Le code 410 Gone désindexe-t-il vraiment plus vite qu'un 404 Not Found ?
En théorie oui, le 410 signale une suppression définitive. En pratique, les tests montrent un écart de quelques jours maximum. Pour la plupart des sites, cette micro-optimisation n'apporte aucun gain mesurable.
Combien de temps Google met-il à désindexer une page en 404 ?
Cela dépend du crawl budget et de la popularité de la page. Une page peu visitée peut disparaître en quelques jours, tandis qu'une page avec backlinks forts peut rester indexée plusieurs semaines malgré le 404.
Un fort taux de pages 404 peut-il pénaliser mon site globalement ?
Non, si ces 404 sont fonctionnelles (annonces expirées, contenu éphémère).

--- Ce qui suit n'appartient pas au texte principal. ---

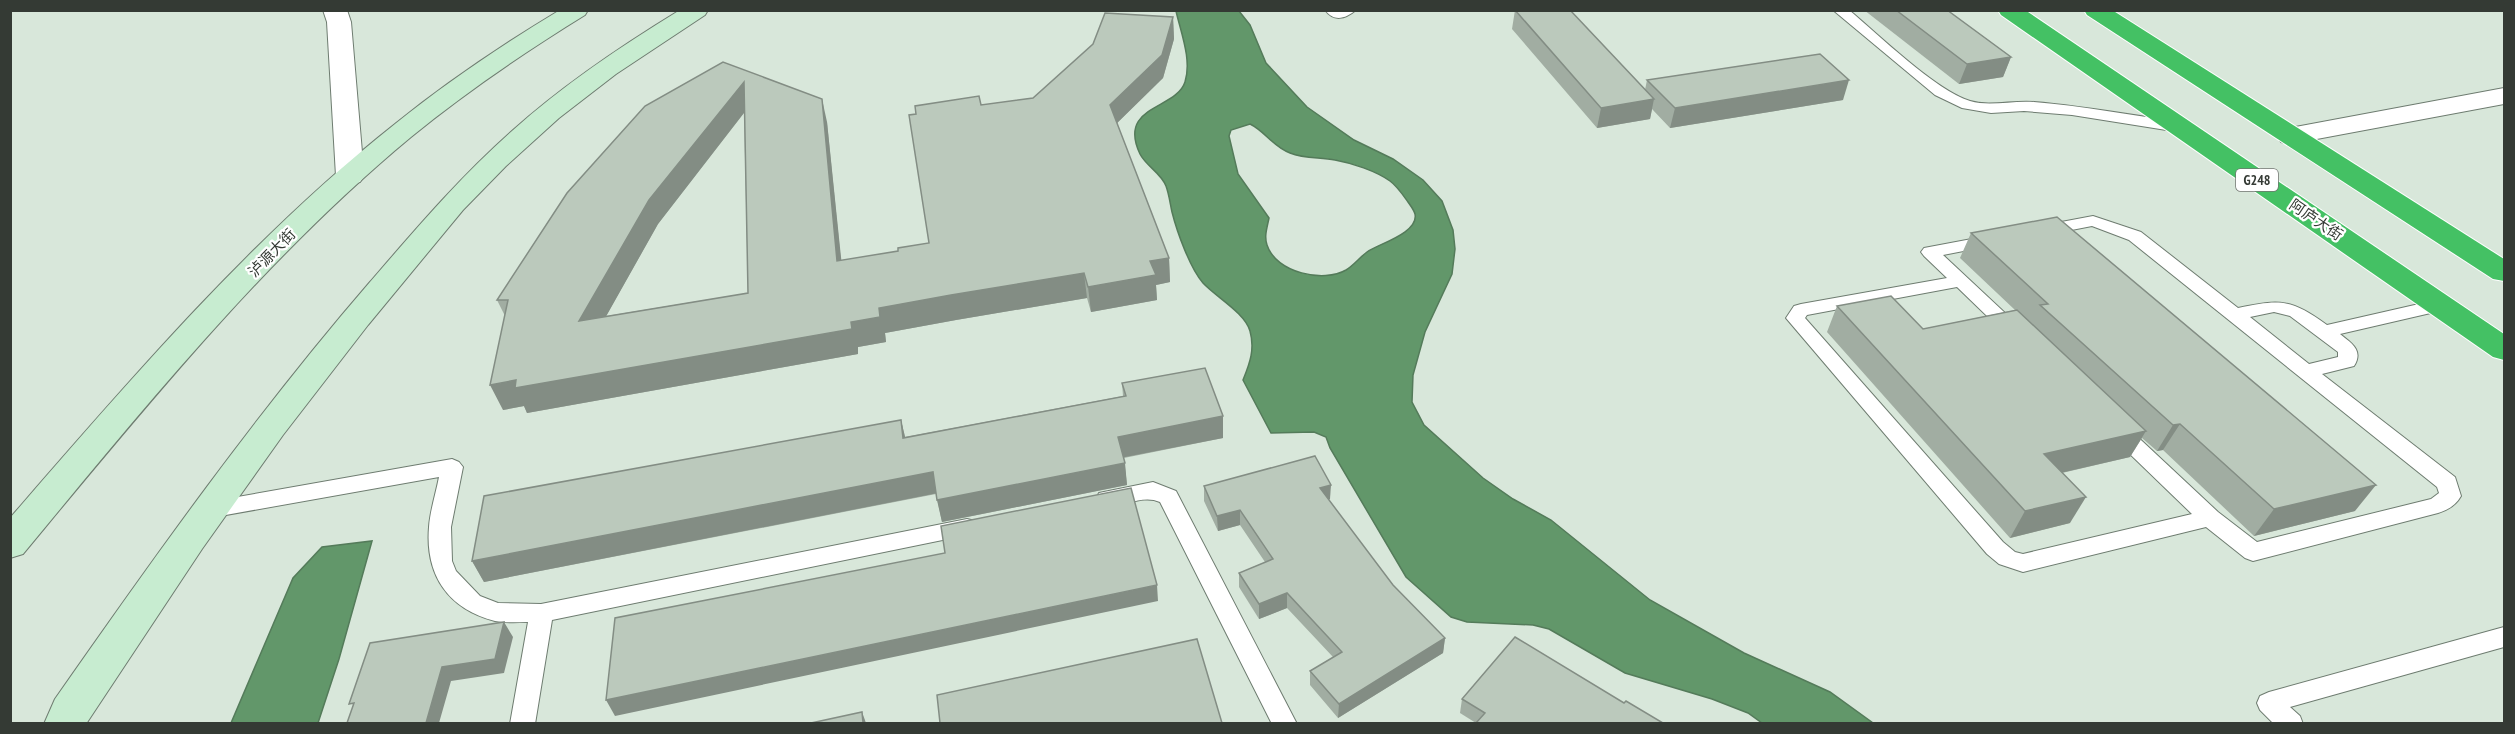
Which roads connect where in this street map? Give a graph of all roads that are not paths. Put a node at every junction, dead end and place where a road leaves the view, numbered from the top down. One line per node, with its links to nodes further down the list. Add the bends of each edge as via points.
1 (335, 10): 12 (street)
2 (577, 10): 12 (main road, 泸源大街, via 451,94)
3 (697, 10): 21 (main road, via 597,76 511,146 471,185 347,329)
4 (1332, 10): 5 (lane, via 1336,15)
5 (1349, 10)
6 (1840, 10): 10 (lane, via 1940,92 1967,105 2047,107)
7 (2009, 10): 10 (highway, 阿庐大街 / G248)
8 (2095, 10): 11 (highway)
9 (2505, 96): 11 (street)
10 (2179, 127): 15 (highway, 阿庐大街 / G248)
11 (2290, 136): 13 (highway)
12 (350, 176): 24 (main road, 泸源大街, via 152,381)
13 (2505, 272)
14 (1961, 281): 16 (lane, via 1930,252 2093,221 2135,236); 22 (lane); 22 (lane, via 1801,310 1795,318 2007,558 2023,563)
15 (2441, 305): 17 (lane); 18 (highway, 阿庐大街 / G248)
16 (2234, 315): 17 (lane, via 2274,306 2297,312); 19 (lane)
17 (2323, 332): 19 (lane, via 2348,350 2346,361)
18 (2505, 349)
19 (2305, 371): 22 (lane, via 2447,483 2450,496 2438,505 2253,552)
20 (1083, 504): 29 (lane, via 1153,490 1168,497)
21 (209, 510): 25 (lane, via 452,467 440,527 441,561 447,576 472,603 497,612); 27 (main road)
22 (2210, 518)
23 (988, 523): 25 (lane)
24 (10, 544)
25 (541, 613): 28 (lane)
26 (2505, 637): 30 (lane, via 2269,703)
27 (65, 723)
28 (522, 723)
29 (1285, 723)
30 (2290, 723)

Google fait la différence entre 404 accidentelles et 404 normales. Un site de petites annonces avec 40% de 404 est parfaitement sain.
Puis-je mettre les annonces expirées en noindex plutôt qu'en 404 ?
C'est une solution bâtarde : la page reste crawlable et consomme du budget sans être indexée. Le 404 est plus propre car il signale clairement à Google que la ressource n'existe plus.
La balise Unavailable After fonctionne-t-elle avec tous les moteurs de recherche ?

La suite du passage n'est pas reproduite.